[Stored entries]
+ + + + +

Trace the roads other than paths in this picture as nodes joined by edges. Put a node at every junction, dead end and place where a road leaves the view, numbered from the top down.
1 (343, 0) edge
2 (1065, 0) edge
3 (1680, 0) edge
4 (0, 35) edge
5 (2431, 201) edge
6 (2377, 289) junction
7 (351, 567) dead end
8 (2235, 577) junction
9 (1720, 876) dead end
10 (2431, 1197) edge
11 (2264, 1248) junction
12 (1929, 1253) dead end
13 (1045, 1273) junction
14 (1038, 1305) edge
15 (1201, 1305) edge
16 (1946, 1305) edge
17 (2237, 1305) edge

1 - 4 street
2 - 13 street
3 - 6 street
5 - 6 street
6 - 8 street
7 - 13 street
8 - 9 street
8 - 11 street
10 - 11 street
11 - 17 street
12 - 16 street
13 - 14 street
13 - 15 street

+ + + + +

TASK INSTRUCTIONS
Repeat every record above. Each one must match exactly.

OUTPUT OF THE EXERCISE
Trace the roads other than paths in this picture as nodes joined by edges. Put a node at every junction, dead end and place where a road leaves the view, numbered from the top down.
1 (343, 0) edge
2 (1065, 0) edge
3 (1680, 0) edge
4 (0, 35) edge
5 (2431, 201) edge
6 (2377, 289) junction
7 (351, 567) dead end
8 (2235, 577) junction
9 (1720, 876) dead end
10 (2431, 1197) edge
11 (2264, 1248) junction
12 (1929, 1253) dead end
13 (1045, 1273) junction
14 (1038, 1305) edge
15 (1201, 1305) edge
16 (1946, 1305) edge
17 (2237, 1305) edge

1 - 4 street
2 - 13 street
3 - 6 street
5 - 6 street
6 - 8 street
7 - 13 street
8 - 9 street
8 - 11 street
10 - 11 street
11 - 17 street
12 - 16 street
13 - 14 street
13 - 15 street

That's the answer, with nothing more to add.